**Instructions for the task**
In the listing below, identify each line with the word "Viitorului" and return those lines.

**Material shown**
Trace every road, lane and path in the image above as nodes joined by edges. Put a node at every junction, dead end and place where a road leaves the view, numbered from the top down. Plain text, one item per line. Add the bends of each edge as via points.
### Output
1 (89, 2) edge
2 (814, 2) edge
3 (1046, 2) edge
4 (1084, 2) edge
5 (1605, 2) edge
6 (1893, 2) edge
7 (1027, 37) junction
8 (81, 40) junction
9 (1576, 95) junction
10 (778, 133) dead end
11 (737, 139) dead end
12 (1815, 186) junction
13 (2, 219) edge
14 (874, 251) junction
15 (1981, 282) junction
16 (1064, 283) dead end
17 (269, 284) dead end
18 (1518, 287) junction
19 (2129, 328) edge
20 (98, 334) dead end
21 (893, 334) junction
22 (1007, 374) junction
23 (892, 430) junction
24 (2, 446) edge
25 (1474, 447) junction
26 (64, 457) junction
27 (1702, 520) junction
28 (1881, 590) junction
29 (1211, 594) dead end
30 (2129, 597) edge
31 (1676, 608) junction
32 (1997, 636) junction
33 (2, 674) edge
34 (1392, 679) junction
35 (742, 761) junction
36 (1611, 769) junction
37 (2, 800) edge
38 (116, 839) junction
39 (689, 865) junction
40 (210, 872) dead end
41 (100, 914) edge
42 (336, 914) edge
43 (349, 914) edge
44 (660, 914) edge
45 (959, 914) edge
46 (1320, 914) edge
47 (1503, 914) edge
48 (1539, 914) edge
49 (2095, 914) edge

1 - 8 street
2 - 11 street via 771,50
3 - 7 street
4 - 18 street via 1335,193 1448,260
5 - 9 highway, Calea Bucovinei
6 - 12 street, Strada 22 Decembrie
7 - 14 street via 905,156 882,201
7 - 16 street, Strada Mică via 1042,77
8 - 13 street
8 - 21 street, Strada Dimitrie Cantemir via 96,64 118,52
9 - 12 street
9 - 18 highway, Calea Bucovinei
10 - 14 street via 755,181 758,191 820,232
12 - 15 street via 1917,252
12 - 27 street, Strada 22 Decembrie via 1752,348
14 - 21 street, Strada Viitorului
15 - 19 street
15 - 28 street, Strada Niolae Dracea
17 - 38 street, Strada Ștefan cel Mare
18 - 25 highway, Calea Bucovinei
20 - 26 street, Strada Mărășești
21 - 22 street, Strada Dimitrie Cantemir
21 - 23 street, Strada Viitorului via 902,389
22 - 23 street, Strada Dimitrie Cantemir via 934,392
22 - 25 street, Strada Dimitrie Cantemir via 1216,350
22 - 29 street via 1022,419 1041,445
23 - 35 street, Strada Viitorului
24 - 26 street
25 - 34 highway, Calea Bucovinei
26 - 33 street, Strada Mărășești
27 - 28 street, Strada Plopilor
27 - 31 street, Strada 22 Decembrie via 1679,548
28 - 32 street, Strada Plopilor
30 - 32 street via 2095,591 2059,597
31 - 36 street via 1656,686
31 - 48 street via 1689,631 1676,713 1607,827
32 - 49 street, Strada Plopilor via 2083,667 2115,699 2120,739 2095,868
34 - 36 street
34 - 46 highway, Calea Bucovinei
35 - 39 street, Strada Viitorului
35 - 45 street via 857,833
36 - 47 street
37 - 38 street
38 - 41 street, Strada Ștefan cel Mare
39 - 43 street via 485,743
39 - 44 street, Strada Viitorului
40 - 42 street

**Response area**
14 - 21 street, Strada Viitorului
21 - 23 street, Strada Viitorului via 902,389
23 - 35 street, Strada Viitorului
35 - 39 street, Strada Viitorului
39 - 44 street, Strada Viitorului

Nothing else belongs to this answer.